**WHAT THE EXERCISE ASKS**
Please return each of the entries below exactly as they appear.

Saved data entries
*** Block opens ***

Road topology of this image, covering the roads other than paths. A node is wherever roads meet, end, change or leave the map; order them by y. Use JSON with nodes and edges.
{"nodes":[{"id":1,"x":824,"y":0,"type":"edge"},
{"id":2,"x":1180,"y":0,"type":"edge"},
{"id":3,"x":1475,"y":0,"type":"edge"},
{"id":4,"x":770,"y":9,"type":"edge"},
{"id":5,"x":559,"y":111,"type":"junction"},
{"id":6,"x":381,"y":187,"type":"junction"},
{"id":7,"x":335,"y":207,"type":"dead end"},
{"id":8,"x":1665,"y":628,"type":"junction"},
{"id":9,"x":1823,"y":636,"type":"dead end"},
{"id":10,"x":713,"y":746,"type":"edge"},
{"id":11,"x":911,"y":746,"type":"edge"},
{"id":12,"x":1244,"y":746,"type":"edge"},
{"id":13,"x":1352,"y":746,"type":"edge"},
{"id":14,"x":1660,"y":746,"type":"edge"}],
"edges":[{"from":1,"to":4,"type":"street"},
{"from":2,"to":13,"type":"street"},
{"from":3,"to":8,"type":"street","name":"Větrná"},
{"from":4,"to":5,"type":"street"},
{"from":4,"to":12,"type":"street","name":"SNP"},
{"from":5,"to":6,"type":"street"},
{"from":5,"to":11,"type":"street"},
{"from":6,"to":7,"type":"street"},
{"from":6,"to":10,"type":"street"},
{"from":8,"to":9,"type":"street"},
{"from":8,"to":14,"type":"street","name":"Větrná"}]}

*** Block closes ***

**TASK RESPONSE**
Road topology of this image, covering the roads other than paths. A node is wherever roads meet, end, change or leave the map; order them by y. Use JSON with nodes and edges.
{"nodes":[{"id":1,"x":824,"y":0,"type":"edge"},
{"id":2,"x":1180,"y":0,"type":"edge"},
{"id":3,"x":1475,"y":0,"type":"edge"},
{"id":4,"x":770,"y":9,"type":"edge"},
{"id":5,"x":559,"y":111,"type":"junction"},
{"id":6,"x":381,"y":187,"type":"junction"},
{"id":7,"x":335,"y":207,"type":"dead end"},
{"id":8,"x":1665,"y":628,"type":"junction"},
{"id":9,"x":1823,"y":636,"type":"dead end"},
{"id":10,"x":713,"y":746,"type":"edge"},
{"id":11,"x":911,"y":746,"type":"edge"},
{"id":12,"x":1244,"y":746,"type":"edge"},
{"id":13,"x":1352,"y":746,"type":"edge"},
{"id":14,"x":1660,"y":746,"type":"edge"}],
"edges":[{"from":1,"to":4,"type":"street"},
{"from":2,"to":13,"type":"street"},
{"from":3,"to":8,"type":"street","name":"Větrná"},
{"from":4,"to":5,"type":"street"},
{"from":4,"to":12,"type":"street","name":"SNP"},
{"from":5,"to":6,"type":"street"},
{"from":5,"to":11,"type":"street"},
{"from":6,"to":7,"type":"street"},
{"from":6,"to":10,"type":"street"},
{"from":8,"to":9,"type":"street"},
{"from":8,"to":14,"type":"street","name":"Větrná"}]}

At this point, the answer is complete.